Agama Islam menjamin setiap manusia yang bersyahadat masuk surga. Terlepas
bagaimana perilakunya, syahadat adalah koentji surga. Itu saja. Sekilas jika
kita melihat di kriteria penghuni surga agama lain tentunya hampir sama.

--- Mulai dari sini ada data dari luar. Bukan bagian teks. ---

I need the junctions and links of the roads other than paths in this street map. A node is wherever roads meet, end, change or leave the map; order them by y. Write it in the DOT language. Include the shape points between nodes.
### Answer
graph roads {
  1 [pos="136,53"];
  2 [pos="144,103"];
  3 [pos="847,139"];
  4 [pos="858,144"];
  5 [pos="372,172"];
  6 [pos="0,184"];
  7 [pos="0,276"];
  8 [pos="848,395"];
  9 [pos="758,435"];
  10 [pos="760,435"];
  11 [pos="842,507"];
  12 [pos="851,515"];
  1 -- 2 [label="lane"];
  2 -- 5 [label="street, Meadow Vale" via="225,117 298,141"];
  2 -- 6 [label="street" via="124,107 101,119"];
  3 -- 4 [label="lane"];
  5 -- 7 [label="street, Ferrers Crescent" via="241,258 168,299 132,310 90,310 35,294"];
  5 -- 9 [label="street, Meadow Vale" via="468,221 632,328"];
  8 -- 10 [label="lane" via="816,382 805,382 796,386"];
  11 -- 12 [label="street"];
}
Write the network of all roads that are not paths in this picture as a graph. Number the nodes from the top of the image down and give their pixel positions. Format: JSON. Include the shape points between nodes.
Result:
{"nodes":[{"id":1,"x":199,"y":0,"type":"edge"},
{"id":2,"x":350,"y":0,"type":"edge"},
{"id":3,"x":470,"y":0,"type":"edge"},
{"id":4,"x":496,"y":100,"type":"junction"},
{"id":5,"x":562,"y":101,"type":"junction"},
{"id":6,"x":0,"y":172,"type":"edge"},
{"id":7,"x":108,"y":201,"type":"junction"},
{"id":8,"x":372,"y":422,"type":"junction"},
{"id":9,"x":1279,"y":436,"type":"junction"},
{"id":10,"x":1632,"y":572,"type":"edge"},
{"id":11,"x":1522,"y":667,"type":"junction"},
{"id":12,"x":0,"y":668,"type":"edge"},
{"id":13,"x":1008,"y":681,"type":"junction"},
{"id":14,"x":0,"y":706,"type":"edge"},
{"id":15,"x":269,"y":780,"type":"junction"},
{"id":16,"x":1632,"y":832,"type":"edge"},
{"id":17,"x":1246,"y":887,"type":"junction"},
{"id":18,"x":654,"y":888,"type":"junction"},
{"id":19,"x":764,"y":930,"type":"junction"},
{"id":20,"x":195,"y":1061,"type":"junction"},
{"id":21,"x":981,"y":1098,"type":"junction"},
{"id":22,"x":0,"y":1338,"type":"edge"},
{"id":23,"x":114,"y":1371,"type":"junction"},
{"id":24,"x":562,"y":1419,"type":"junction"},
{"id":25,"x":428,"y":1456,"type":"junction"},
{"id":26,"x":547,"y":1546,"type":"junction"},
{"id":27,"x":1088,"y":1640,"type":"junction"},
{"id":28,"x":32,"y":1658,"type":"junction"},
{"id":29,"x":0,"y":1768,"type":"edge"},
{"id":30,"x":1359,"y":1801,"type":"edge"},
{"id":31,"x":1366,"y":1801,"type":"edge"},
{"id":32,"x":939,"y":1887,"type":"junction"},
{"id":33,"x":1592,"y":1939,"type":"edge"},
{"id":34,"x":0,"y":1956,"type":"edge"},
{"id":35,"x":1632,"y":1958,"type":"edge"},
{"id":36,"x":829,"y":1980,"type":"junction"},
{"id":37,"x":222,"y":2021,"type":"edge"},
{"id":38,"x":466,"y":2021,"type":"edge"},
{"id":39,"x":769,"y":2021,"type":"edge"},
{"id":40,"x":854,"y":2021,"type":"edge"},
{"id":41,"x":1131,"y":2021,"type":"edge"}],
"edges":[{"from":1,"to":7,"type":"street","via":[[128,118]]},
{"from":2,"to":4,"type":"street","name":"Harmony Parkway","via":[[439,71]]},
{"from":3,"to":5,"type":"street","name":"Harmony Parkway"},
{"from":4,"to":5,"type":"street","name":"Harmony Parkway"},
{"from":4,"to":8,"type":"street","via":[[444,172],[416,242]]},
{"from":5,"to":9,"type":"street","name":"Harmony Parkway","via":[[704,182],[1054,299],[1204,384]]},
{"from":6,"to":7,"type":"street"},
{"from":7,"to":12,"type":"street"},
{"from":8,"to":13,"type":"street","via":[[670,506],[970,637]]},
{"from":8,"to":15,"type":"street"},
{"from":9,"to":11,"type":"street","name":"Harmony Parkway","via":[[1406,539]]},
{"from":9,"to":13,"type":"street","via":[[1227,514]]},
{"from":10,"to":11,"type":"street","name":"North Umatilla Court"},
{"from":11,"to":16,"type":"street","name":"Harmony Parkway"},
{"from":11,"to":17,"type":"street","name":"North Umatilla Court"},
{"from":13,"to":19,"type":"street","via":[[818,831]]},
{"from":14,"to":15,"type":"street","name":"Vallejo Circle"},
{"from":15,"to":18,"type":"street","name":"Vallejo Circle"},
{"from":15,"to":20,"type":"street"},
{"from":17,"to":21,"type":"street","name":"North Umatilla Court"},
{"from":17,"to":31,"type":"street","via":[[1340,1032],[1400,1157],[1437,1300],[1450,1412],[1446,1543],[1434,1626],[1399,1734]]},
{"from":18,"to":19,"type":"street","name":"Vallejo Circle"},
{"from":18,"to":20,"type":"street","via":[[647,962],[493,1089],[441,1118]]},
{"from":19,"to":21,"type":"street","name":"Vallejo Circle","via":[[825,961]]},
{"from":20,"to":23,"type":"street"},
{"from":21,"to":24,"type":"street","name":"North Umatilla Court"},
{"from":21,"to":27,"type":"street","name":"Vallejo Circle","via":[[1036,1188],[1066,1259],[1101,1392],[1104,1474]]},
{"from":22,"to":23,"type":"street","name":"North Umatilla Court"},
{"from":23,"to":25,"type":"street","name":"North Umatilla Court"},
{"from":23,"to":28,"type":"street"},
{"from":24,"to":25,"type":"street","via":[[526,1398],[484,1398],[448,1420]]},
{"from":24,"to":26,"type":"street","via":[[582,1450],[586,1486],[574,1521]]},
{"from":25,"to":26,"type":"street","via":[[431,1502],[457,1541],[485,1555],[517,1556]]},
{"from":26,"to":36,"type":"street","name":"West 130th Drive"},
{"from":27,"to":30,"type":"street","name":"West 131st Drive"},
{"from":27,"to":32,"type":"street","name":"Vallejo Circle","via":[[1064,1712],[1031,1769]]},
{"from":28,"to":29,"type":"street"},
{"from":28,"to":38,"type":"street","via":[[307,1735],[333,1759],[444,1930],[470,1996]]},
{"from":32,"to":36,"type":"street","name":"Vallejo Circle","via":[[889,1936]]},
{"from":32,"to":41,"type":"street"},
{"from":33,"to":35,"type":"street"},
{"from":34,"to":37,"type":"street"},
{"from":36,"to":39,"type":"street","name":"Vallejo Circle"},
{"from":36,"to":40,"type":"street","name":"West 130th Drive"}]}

Kristen, setidaknya mensyaratkan memeluk Kristen untuk syarat mutlak menjadi
penghuni surga. Begitu pula agama lainnya yang mengenal konsep surga. Tidak diketemukan
sabda kafir boleh masuk surga, atau katakanlah pemeluk agama lain memasuki surga
agama yang berbeda. Terlepas nanti surga mana yang benar-benar surga, siapa
yang masuk surga. Apakah kita? Biarlah Allah yang menentukan, sebagai hamba
yang baik sudah seharusnya kita meraih cintanya dengan beribadah dan menjalani
segala larangannya. Cukupkah itu? Masih banyak poin lain yang perlu penjabaran,
tapi tidak untuk kali ini.
Sebenarnya sedikit menyayangkan beberapa tanggapan alumni yang memilih
menghujat dengan kata makian di media sosial mereka di lain kesempatan. Lantas apa
bedanya kita dengan mereka, mana citra alumni? Sejenak mari kita merenung akan
batas media sosial yang semakin mengikis antara dunia privasi dan umum. Dengan memposting
konten ke media sosial yang umum. Kita seharusnya harus mawas diri, sadar akan
berbagai kemungkinan. Jangan sampai membiasakan untuk memposting hal-hal remeh
temeh, sehingga menjadi kewajiban yang tidak tersadari kecuali setelah
melakukannya. Mari gunakan media sosial
dengan bijak, karena bisa saja kitalah penyebab dari biang kerok isu. Siapa yang
tahu.
Sudah berapa kali beberapa pihak meminta untuk menahan diri, hingga dawuh
Pak Hasan yang ditunggu-tunggu keluar. Sedangkan yang ditunggu tidak
merespon, untuk melawan kita setidaknya butuh taktik. Namun untuk saat ini
cukup tunjukan peranmu bagi sekitar saja sudah cukup, itu cukup untuk menyumpal
mulut mereka. Setidaknya ada asas manfaat yang tertularkan, sebagai wujud nyata
kontribusi alumni Gontor bagi kemajuan Indonesia secara global.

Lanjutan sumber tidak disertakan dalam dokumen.